In literature when calculating IRT SE I found multiple times Fisher Information being mentioned.

Being curious I started to try to play around with the fisher information in order to obtain the typical Information reported as P(theta)Q(theta)a^2.

My understanding of the process failed me when I started to check why the variance of the score is defined as follows

score = s = d/dtheta ln( f(x,theta) )

Var(s) = E[s^2]

Given that the variance is

Var(s) = E[s^2] - E[s]^2

I started looking in why E[s]^2 is zero. As long as f(x,theta) is a density function I can write

E[s]^2 = [\integral{ d/dtheta ln( f(x,theta) ) * f(x,theta) dx }]^2

= [\integral{ d/dtheta( f(x,theta) ) * f(x,theta)/f(x,theta) dx }]^2

= [\integral{ d/dtheta( f(x,theta) )dx }]^2

= [d/dtheta( \integral{ f(x,theta)dx } ) ]^2

= [d/dtheta( 1 ) ]^2

= 0

But as soon as we use the IRF (Item Response Function), that gives us the probability of getting score x given theta, all the computations done above are not working anymore.
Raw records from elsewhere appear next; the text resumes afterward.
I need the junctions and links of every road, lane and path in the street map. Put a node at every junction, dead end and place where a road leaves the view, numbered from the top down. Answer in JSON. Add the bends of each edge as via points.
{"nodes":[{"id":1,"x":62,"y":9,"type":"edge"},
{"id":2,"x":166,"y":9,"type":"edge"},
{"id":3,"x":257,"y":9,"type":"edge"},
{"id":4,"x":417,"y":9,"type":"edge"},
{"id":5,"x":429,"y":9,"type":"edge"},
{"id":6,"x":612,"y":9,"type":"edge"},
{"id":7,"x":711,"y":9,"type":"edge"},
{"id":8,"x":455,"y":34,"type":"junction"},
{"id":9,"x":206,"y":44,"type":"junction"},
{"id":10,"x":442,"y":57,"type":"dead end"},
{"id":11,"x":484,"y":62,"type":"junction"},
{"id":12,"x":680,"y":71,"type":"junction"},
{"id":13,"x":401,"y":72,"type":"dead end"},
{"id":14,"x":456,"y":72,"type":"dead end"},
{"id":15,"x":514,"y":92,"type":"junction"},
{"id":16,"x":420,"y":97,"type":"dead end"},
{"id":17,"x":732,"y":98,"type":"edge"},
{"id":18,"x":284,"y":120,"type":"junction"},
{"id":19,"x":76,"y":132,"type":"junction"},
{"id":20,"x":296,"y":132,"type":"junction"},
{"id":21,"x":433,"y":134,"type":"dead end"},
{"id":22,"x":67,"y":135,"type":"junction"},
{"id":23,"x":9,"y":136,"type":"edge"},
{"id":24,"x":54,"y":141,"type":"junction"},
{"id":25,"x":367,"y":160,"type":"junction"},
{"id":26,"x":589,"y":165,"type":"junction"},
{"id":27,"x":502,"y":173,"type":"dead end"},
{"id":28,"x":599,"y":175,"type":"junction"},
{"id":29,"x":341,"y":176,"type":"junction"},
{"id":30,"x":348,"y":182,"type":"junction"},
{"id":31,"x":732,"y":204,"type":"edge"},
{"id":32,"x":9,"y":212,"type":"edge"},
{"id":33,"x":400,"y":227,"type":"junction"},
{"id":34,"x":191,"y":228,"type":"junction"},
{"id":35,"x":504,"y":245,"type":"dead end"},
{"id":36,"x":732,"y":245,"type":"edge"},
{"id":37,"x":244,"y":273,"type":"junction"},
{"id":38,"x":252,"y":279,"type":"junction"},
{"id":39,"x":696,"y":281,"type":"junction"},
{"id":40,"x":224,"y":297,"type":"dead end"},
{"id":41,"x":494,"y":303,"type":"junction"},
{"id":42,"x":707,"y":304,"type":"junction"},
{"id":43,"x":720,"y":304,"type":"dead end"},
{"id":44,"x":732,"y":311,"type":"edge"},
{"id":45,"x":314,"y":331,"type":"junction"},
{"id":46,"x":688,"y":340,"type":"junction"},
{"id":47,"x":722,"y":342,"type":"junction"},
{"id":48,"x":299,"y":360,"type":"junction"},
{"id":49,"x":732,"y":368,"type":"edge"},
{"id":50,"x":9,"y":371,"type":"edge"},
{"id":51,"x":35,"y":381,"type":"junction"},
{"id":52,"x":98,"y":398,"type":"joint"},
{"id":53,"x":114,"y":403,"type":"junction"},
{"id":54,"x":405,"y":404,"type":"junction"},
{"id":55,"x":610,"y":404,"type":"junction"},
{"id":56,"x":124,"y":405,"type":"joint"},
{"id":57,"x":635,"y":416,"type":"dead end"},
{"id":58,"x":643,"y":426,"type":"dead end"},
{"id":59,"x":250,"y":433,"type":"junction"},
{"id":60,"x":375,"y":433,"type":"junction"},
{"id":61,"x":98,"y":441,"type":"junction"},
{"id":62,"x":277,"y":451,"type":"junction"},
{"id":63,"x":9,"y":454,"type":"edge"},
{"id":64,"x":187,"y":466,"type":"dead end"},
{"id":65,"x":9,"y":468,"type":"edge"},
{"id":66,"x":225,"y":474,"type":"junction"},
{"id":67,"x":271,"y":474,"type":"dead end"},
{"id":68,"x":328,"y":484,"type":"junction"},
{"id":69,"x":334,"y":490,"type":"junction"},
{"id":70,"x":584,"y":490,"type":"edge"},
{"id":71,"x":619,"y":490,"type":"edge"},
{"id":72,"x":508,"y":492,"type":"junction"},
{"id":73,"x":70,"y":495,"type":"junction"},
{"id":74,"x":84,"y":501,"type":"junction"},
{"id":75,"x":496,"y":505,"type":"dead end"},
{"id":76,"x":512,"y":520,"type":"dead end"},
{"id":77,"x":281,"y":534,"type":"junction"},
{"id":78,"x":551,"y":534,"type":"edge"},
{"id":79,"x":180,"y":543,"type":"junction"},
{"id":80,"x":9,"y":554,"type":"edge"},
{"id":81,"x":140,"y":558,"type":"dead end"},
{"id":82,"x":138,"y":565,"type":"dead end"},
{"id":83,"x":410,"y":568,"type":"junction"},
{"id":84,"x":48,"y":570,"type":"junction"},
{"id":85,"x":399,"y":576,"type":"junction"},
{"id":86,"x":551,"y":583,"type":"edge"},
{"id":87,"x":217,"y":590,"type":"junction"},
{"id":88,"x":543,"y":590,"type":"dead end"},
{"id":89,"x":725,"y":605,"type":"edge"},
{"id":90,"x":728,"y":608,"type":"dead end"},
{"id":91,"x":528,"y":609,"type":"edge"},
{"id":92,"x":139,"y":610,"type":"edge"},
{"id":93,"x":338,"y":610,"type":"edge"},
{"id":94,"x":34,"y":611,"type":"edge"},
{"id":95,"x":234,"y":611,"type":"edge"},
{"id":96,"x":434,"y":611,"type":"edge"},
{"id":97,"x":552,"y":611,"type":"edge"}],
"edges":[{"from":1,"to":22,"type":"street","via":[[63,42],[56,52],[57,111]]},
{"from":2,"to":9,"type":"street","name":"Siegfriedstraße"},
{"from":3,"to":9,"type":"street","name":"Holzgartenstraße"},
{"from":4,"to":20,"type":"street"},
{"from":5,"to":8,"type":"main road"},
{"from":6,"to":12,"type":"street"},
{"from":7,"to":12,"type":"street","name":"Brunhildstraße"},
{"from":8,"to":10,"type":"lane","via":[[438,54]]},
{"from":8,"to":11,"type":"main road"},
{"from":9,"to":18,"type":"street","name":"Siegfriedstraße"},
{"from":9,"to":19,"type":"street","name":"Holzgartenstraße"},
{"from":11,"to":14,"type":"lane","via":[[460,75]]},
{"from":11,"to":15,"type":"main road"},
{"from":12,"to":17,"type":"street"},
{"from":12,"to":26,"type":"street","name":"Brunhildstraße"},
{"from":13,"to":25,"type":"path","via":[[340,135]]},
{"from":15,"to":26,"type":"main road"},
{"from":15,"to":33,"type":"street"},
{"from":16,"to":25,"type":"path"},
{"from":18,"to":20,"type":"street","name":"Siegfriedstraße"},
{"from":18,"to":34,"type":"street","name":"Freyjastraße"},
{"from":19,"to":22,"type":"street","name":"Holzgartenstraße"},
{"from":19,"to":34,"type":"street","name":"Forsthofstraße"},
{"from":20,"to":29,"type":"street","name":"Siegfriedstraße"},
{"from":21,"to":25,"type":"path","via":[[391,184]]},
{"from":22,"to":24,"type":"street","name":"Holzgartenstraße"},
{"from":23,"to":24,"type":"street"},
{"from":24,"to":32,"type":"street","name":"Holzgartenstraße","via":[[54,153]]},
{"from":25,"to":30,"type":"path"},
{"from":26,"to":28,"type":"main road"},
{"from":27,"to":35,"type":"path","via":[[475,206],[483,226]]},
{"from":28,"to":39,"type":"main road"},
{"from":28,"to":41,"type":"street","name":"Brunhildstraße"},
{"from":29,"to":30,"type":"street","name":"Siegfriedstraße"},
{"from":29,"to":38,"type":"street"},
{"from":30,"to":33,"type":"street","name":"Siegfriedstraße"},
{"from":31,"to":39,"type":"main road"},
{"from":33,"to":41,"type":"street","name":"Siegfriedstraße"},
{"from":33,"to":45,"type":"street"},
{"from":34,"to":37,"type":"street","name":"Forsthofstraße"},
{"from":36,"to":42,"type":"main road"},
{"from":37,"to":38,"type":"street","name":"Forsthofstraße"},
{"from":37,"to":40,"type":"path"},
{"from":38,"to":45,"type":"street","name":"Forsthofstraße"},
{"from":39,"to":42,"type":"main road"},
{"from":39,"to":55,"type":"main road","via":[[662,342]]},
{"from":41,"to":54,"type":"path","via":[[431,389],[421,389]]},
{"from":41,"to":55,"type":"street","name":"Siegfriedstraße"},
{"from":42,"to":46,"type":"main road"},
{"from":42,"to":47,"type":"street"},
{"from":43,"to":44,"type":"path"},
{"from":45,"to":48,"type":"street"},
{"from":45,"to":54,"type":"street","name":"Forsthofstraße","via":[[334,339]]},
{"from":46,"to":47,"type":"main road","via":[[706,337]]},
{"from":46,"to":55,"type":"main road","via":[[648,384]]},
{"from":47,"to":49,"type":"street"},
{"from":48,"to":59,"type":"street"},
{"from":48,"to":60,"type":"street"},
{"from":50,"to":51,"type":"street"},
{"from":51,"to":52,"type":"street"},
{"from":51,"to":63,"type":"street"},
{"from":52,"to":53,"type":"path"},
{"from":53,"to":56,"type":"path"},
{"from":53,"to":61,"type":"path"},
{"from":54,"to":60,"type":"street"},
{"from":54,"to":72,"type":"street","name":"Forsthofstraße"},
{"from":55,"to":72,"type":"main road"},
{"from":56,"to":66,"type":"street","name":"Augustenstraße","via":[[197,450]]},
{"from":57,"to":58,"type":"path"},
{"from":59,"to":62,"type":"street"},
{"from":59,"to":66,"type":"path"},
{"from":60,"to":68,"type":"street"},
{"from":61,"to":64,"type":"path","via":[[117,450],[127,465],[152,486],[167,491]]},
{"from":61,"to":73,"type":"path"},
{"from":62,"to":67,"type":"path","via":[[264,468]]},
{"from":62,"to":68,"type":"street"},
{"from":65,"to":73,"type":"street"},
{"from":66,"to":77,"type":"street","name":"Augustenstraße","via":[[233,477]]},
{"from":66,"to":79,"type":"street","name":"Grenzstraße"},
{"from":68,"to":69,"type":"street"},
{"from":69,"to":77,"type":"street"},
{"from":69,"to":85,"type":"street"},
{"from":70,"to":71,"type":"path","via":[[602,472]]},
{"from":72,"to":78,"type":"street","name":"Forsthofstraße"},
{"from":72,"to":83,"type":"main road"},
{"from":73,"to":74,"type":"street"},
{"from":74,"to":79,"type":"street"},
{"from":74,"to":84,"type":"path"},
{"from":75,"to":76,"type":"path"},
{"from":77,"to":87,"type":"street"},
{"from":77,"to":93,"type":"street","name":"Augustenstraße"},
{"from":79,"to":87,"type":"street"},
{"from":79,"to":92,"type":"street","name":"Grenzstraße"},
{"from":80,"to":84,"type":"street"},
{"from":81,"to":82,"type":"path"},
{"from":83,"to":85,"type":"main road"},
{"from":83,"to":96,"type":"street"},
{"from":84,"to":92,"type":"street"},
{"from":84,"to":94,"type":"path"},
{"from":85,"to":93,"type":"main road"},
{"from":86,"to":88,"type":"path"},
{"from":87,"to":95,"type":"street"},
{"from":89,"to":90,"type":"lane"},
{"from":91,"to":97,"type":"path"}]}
The reason being that the integral of the IRF is not finite, hence

[d/dtheta( 1 ) ]^2

not valid.

I have demonstrated that

E[d/dtheta ln( f(x,theta) ) ^ 2] = -1 *E[d/dtheta(d/dtheta ln( f(x,theta) ))]

but that holds when integrals are one for f(x, theta) and simplifications can be done.

Any input on my approach and (not) understanding of the problem?